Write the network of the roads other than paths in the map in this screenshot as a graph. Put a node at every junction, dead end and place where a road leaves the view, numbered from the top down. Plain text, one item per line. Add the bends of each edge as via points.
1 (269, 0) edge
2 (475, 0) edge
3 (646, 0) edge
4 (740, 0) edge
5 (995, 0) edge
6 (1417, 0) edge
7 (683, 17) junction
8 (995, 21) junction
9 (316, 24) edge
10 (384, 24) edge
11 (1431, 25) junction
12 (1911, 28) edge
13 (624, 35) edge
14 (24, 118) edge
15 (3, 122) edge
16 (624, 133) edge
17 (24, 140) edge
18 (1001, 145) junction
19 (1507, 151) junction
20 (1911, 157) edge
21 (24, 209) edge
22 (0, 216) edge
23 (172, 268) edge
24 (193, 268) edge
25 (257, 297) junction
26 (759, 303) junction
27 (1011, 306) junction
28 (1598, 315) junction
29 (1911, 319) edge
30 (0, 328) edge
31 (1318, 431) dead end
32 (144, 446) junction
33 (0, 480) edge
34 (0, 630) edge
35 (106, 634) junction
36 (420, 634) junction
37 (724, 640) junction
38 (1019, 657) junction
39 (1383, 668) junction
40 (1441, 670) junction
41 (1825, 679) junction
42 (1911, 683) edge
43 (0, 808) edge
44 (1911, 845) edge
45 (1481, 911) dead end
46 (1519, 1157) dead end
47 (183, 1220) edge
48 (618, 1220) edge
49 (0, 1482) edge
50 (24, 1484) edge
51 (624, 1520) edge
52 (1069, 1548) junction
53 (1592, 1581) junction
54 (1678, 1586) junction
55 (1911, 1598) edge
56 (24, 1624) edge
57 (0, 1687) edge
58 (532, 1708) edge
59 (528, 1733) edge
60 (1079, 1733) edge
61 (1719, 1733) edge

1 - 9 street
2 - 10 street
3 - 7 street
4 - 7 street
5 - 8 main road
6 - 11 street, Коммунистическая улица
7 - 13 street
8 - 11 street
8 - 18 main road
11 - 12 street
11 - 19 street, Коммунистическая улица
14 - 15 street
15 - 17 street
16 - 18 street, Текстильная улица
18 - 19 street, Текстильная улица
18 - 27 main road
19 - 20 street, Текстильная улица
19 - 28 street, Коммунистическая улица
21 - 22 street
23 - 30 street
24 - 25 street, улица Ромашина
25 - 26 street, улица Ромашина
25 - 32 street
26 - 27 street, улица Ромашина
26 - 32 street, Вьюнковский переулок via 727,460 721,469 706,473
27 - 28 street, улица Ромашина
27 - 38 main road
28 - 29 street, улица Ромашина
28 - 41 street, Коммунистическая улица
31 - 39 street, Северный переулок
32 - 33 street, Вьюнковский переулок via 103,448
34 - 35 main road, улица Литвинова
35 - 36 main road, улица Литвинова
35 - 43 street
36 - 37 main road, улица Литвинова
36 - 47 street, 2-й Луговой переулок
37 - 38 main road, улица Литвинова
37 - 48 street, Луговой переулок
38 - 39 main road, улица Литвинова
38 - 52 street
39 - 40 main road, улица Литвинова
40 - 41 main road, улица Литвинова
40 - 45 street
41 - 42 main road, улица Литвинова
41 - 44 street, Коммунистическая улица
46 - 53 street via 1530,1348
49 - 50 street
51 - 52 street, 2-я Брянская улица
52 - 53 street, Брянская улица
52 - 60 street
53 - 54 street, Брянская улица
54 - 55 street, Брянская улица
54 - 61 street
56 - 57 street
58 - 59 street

Exercise instructions
Print the data word for word.

Answer
Write the network of the roads other than paths in the map in this screenshot as a graph. Put a node at every junction, dead end and place where a road leaves the view, numbered from the top down. Plain text, one item per line. Add the bends of each edge as via points.
1 (269, 0) edge
2 (475, 0) edge
3 (646, 0) edge
4 (740, 0) edge
5 (995, 0) edge
6 (1417, 0) edge
7 (683, 17) junction
8 (995, 21) junction
9 (316, 24) edge
10 (384, 24) edge
11 (1431, 25) junction
12 (1911, 28) edge
13 (624, 35) edge
14 (24, 118) edge
15 (3, 122) edge
16 (624, 133) edge
17 (24, 140) edge
18 (1001, 145) junction
19 (1507, 151) junction
20 (1911, 157) edge
21 (24, 209) edge
22 (0, 216) edge
23 (172, 268) edge
24 (193, 268) edge
25 (257, 297) junction
26 (759, 303) junction
27 (1011, 306) junction
28 (1598, 315) junction
29 (1911, 319) edge
30 (0, 328) edge
31 (1318, 431) dead end
32 (144, 446) junction
33 (0, 480) edge
34 (0, 630) edge
35 (106, 634) junction
36 (420, 634) junction
37 (724, 640) junction
38 (1019, 657) junction
39 (1383, 668) junction
40 (1441, 670) junction
41 (1825, 679) junction
42 (1911, 683) edge
43 (0, 808) edge
44 (1911, 845) edge
45 (1481, 911) dead end
46 (1519, 1157) dead end
47 (183, 1220) edge
48 (618, 1220) edge
49 (0, 1482) edge
50 (24, 1484) edge
51 (624, 1520) edge
52 (1069, 1548) junction
53 (1592, 1581) junction
54 (1678, 1586) junction
55 (1911, 1598) edge
56 (24, 1624) edge
57 (0, 1687) edge
58 (532, 1708) edge
59 (528, 1733) edge
60 (1079, 1733) edge
61 (1719, 1733) edge

1 - 9 street
2 - 10 street
3 - 7 street
4 - 7 street
5 - 8 main road
6 - 11 street, Коммунистическая улица
7 - 13 street
8 - 11 street
8 - 18 main road
11 - 12 street
11 - 19 street, Коммунистическая улица
14 - 15 street
15 - 17 street
16 - 18 street, Текстильная улица
18 - 19 street, Текстильная улица
18 - 27 main road
19 - 20 street, Текстильная улица
19 - 28 street, Коммунистическая улица
21 - 22 street
23 - 30 street
24 - 25 street, улица Ромашина
25 - 26 street, улица Ромашина
25 - 32 street
26 - 27 street, улица Ромашина
26 - 32 street, Вьюнковский переулок via 727,460 721,469 706,473
27 - 28 street, улица Ромашина
27 - 38 main road
28 - 29 street, улица Ромашина
28 - 41 street, Коммунистическая улица
31 - 39 street, Северный переулок
32 - 33 street, Вьюнковский переулок via 103,448
34 - 35 main road, улица Литвинова
35 - 36 main road, улица Литвинова
35 - 43 street
36 - 37 main road, улица Литвинова
36 - 47 street, 2-й Луговой переулок
37 - 38 main road, улица Литвинова
37 - 48 street, Луговой переулок
38 - 39 main road, улица Литвинова
38 - 52 street
39 - 40 main road, улица Литвинова
40 - 41 main road, улица Литвинова
40 - 45 street
41 - 42 main road, улица Литвинова
41 - 44 street, Коммунистическая улица
46 - 53 street via 1530,1348
49 - 50 street
51 - 52 street, 2-я Брянская улица
52 - 53 street, Брянская улица
52 - 60 street
53 - 54 street, Брянская улица
54 - 55 street, Брянская улица
54 - 61 street
56 - 57 street
58 - 59 street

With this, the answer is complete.